**Input material**
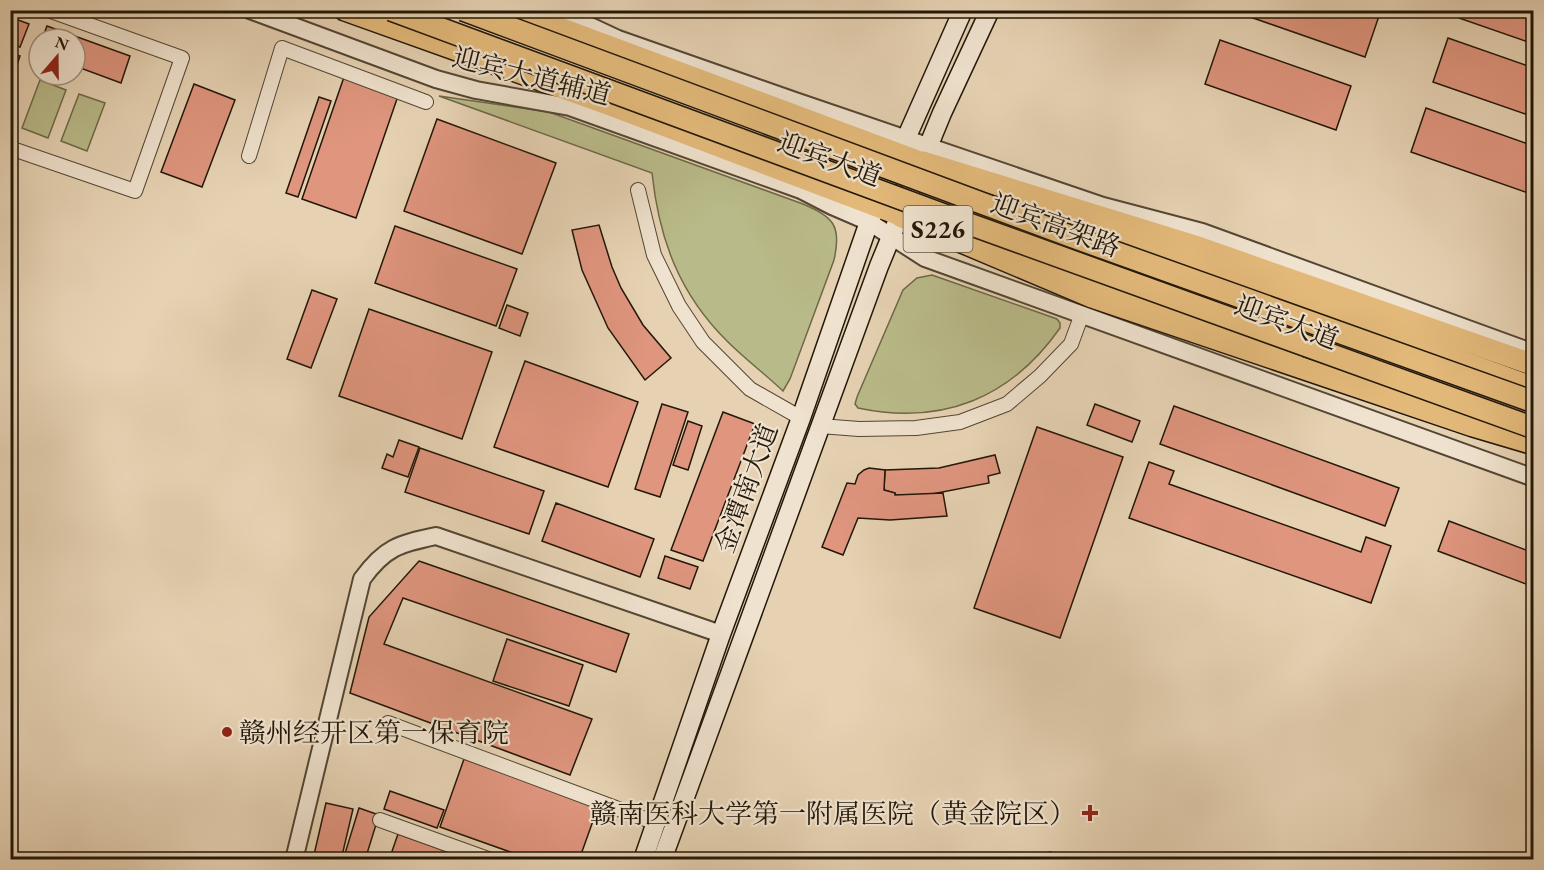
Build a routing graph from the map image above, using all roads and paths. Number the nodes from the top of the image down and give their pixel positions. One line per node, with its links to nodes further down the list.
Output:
1 (48, 10): 11 (street)
2 (92, 10): 11 (street)
3 (250, 10): 18 (street, 迎宾大道辅道)
4 (345, 10): 18 (main road, 迎宾大道 / S226)
5 (391, 10): 28 (main road, 迎宾高架路, bridge)
6 (463, 10): 25 (main road, 迎宾高架路, bridge)
7 (512, 10): 13 (main road, 迎宾大道 / S226)
8 (556, 10): 13 (street, 迎宾大道辅道)
9 (963, 10): 13 (main road, 金潭南大道)
10 (990, 10): 15 (main road, 金潭南大道)
11 (87, 24): 14 (street)
12 (426, 102): 16 (street)
13 (903, 146): 15 (main road, 迎宾大道 / S226); 18 (main road, 金潭南大道)
14 (10, 147)
15 (926, 154): 19 (main road, 金潭南大道); 22 (street); 23 (main road); 24 (main road, 迎宾大道 / S226)
16 (249, 156)
17 (638, 190): 26 (street)
18 (873, 214): 19 (main road, 迎宾大道 / S226); 20 (street, 迎宾大道辅道); 26 (main road, 金潭南大道)
19 (900, 216): 20 (main road, 金潭南大道); 21 (main road); 29 (main road, 迎宾大道 / S226)
20 (892, 236): 21 (street, 迎宾大道辅道); 27 (main road, 金潭南大道)
21 (1087, 305): 27 (street); 29 (main road); 30 (street, 迎宾大道辅道)
22 (1533, 353)
23 (1533, 365)
24 (1533, 388)
25 (1533, 402)
26 (801, 418): 31 (main road, 金潭南大道)
27 (820, 426): 38 (main road, 金潭南大道)
28 (1533, 428)
29 (1533, 442)
30 (1533, 478)
31 (721, 634): 34 (main road, 金潭南大道); 35 (street)
32 (388, 723): 34 (street)
33 (380, 820): 36 (street)
34 (656, 823): 37 (main road, 金潭南大道)
35 (294, 860)
36 (491, 860)
37 (643, 860)
38 (662, 860)

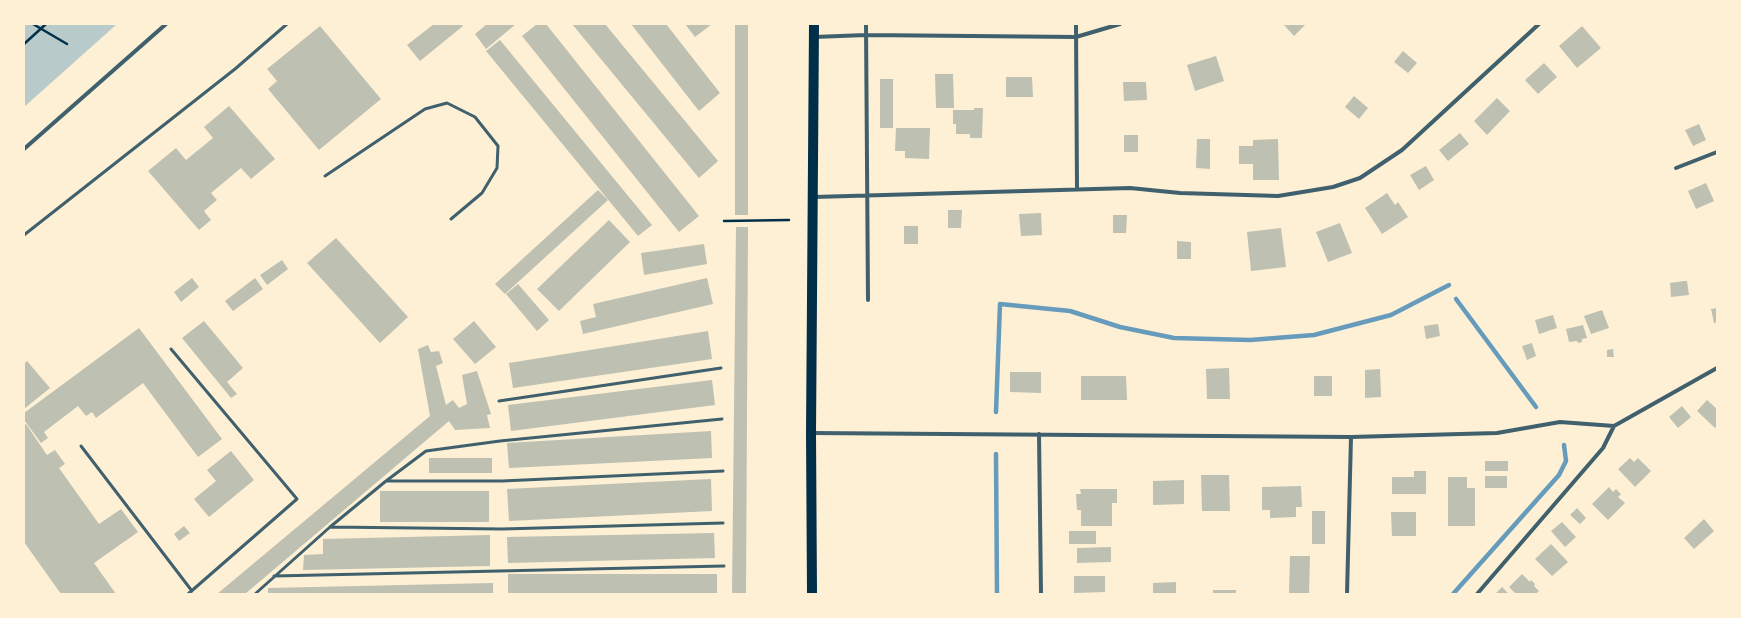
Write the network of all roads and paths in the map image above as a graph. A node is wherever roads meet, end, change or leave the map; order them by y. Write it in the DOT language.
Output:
graph roads {
  1 [pos="33,24"];
  2 [pos="46,24"];
  3 [pos="166,24"];
  4 [pos="287,24"];
  5 [pos="814,24"];
  6 [pos="866,24"];
  7 [pos="1076,24"];
  8 [pos="1120,24"];
  9 [pos="1539,24"];
  10 [pos="41,29"];
  11 [pos="866,35"];
  12 [pos="814,37"];
  13 [pos="1076,37"];
  14 [pos="24,44"];
  15 [pos="67,44"];
  16 [pos="24,149"];
  17 [pos="1717,152"];
  18 [pos="1676,168"];
  19 [pos="325,176"];
  20 [pos="1077,189"];
  21 [pos="868,195"];
  22 [pos="813,197"];
  23 [pos="451,219"];
  24 [pos="789,220"];
  25 [pos="724,221"];
  26 [pos="24,235"];
  27 [pos="868,300"];
  28 [pos="171,349"];
  29 [pos="722,368"];
  30 [pos="1717,368"];
  31 [pos="499,401"];
  32 [pos="722,419"];
  33 [pos="1614,426"];
  34 [pos="810,433"];
  35 [pos="1039,434"];
  36 [pos="1351,437"];
  37 [pos="81,446"];
  38 [pos="722,471"];
  39 [pos="386,481"];
  40 [pos="723,523"];
  41 [pos="330,527"];
  42 [pos="724,566"];
  43 [pos="274,576"];
  44 [pos="192,591"];
  45 [pos="188,594"];
  46 [pos="255,594"];
  47 [pos="812,594"];
  48 [pos="1042,594"];
  49 [pos="1347,594"];
  50 [pos="1477,594"];
  1 -- 10 [label="path"];
  2 -- 10 [label="path"];
  3 -- 16 [label="street"];
  4 -- 26 [label="lane"];
  5 -- 12 [label="main road"];
  6 -- 11 [label="street"];
  7 -- 13 [label="street"];
  8 -- 13 [label="street"];
  9 -- 20 [label="street"];
  10 -- 14 [label="path"];
  10 -- 15 [label="path"];
  11 -- 12 [label="street"];
  11 -- 13 [label="street"];
  11 -- 21 [label="street"];
  12 -- 22 [label="main road"];
  13 -- 20 [label="street"];
  17 -- 18 [label="street"];
  19 -- 23 [label="lane"];
  20 -- 21 [label="street"];
  21 -- 22 [label="street"];
  21 -- 27 [label="street"];
  22 -- 34 [label="main road"];
  24 -- 25 [label="path"];
  28 -- 44 [label="lane"];
  29 -- 31 [label="lane"];
  30 -- 33 [label="street"];
  32 -- 39 [label="lane"];
  33 -- 36 [label="street"];
  33 -- 50 [label="street"];
  34 -- 35 [label="street"];
  34 -- 47 [label="main road"];
  35 -- 36 [label="street"];
  35 -- 48 [label="street"];
  36 -- 49 [label="street"];
  37 -- 44 [label="lane"];
  38 -- 39 [label="lane"];
  39 -- 41 [label="lane"];
  40 -- 41 [label="lane"];
  41 -- 43 [label="lane"];
  42 -- 43 [label="lane"];
  43 -- 46 [label="lane"];
  44 -- 45 [label="lane"];
}
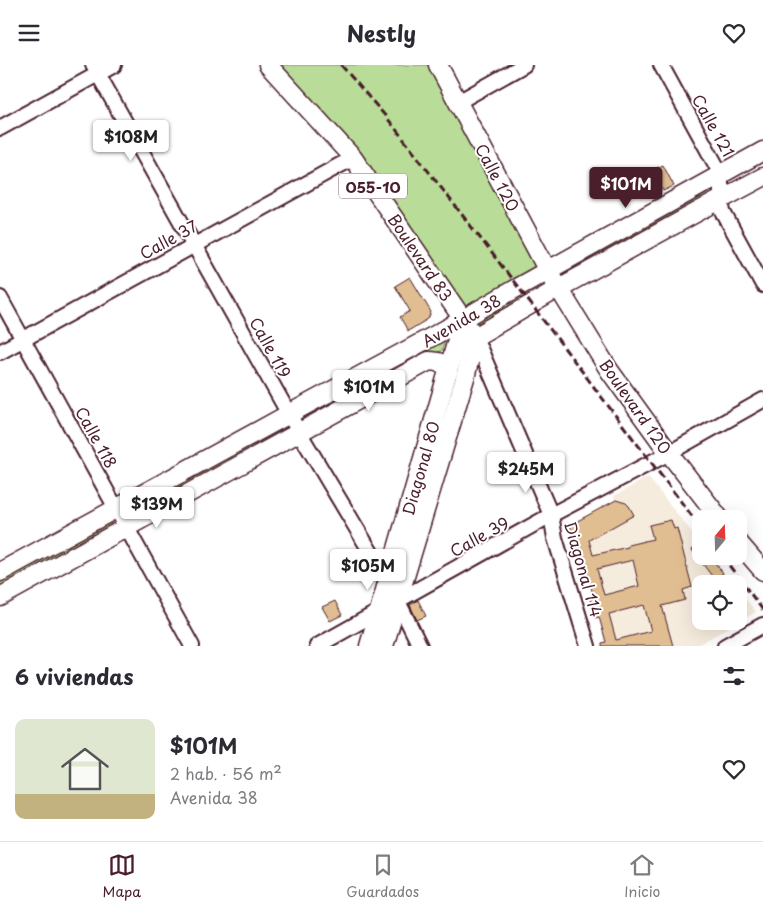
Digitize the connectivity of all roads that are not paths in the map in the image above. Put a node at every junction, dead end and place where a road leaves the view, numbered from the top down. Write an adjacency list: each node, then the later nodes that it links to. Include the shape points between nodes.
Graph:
1 (114, 65): 6 (street)
2 (268, 65): 10 (main road, Boulevard 83 / 055-10)
3 (438, 65): 7 (main road, Calle 120)
4 (524, 65): 7 (street)
5 (661, 65): 11 (street, Calle 121)
6 (95, 69): 8 (street); 14 (street, Calle 119)
7 (458, 102): 15 (main road, Calle 120)
8 (0, 128)
9 (763, 151): 11 (main road, Avenida 38)
10 (353, 158): 14 (street, Calle 37); 19 (main road, Boulevard 83 / 055-10)
11 (721, 175): 13 (street, Calle 121); 15 (main road, Avenida 38)
12 (763, 177): 13 (main road, Avenida 38)
13 (721, 200): 16 (street, Calle 121, via 723,211); 17 (main road, Avenida 38)
14 (194, 245): 21 (street, Calle 37); 25 (street, Calle 119)
15 (548, 271): 17 (main road, Calle 120); 19 (main road, Avenida 38)
16 (763, 285)
17 (559, 289): 20 (main road, Avenida 38); 27 (main road, Boulevard 120, via 609,370)
18 (0, 298): 21 (street, Calle 118)
19 (463, 319): 20 (main road, Boulevard 83); 23 (main road, Diagonal 80); 25 (main road, Avenida 38)
20 (475, 337): 30 (street, Diagonal 114); 37 (main road, Diagonal 80)
21 (23, 339): 22 (street, Calle 37); 28 (street, Calle 118)
22 (0, 352)
23 (448, 373): 26 (main road, Avenida 38, via 446,365 429,361); 35 (main road, Diagonal 80)
24 (763, 400): 27 (street, Calle 39)
25 (289, 414): 26 (street, Calle 119); 28 (main road, Avenida 38)
26 (299, 432): 31 (main road, Avenida 38); 35 (street, Calle 119)
27 (669, 453): 29 (main road, Boulevard 120); 30 (street, Calle 39)
28 (116, 509): 31 (street, Calle 118); 34 (main road, Avenida 38)
29 (713, 510)
30 (551, 515): 37 (street, Calle 39); 45 (street, Diagonal 114, via 555,539)
31 (126, 527): 36 (main road, Avenida 38); 40 (street, Calle 118)
32 (748, 554): 33 (main road)
33 (763, 571)
34 (0, 572)
35 (388, 581): 37 (street, Calle 119); 38 (main road, Diagonal 80)
36 (0, 597)
37 (398, 601): 38 (street, Calle 39); 43 (main road, Diagonal 80); 44 (street, Calle 119)
38 (379, 611): 41 (street, Calle 39); 42 (main road, Diagonal 80)
39 (763, 625): 46 (street)
40 (192, 646)
41 (317, 646)
42 (369, 646)
43 (384, 646)
44 (420, 646)
45 (588, 646)
46 (725, 646)

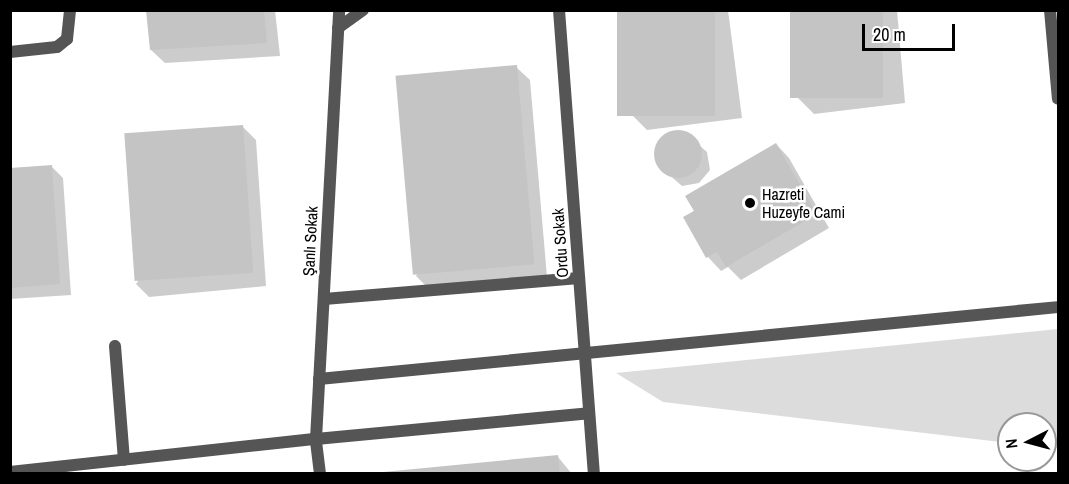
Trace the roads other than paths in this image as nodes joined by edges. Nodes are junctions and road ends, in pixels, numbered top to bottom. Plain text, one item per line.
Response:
1 (70, 10) edge
2 (339, 10) edge
3 (363, 10) edge
4 (559, 10) edge
5 (1050, 10) edge
6 (338, 28) junction
7 (10, 52) edge
8 (1059, 99) edge
9 (579, 278) junction
10 (324, 299) junction
11 (1059, 307) edge
12 (115, 346) dead end
13 (585, 356) junction
14 (319, 379) junction
15 (589, 413) junction
16 (316, 438) junction
17 (124, 460) junction
18 (10, 472) edge
19 (320, 474) edge
20 (594, 474) edge

1 - 7 street
2 - 6 street, Şanlı Sokak
3 - 6 street
4 - 9 street, Ordu Sokak
5 - 8 street
6 - 10 street, Şanlı Sokak
9 - 10 street
9 - 13 street, Ordu Sokak
10 - 14 street, Şanlı Sokak
11 - 13 street
12 - 17 street
13 - 14 street
13 - 15 street, Ordu Sokak
14 - 16 street, Şanlı Sokak
15 - 16 street
15 - 20 street, Ordu Sokak
16 - 17 street
16 - 19 street, Şanlı Sokak
17 - 18 street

**Assignment**
Going through the data, tally the lines containing "above" and report only the result.

**Answer to the problem**
3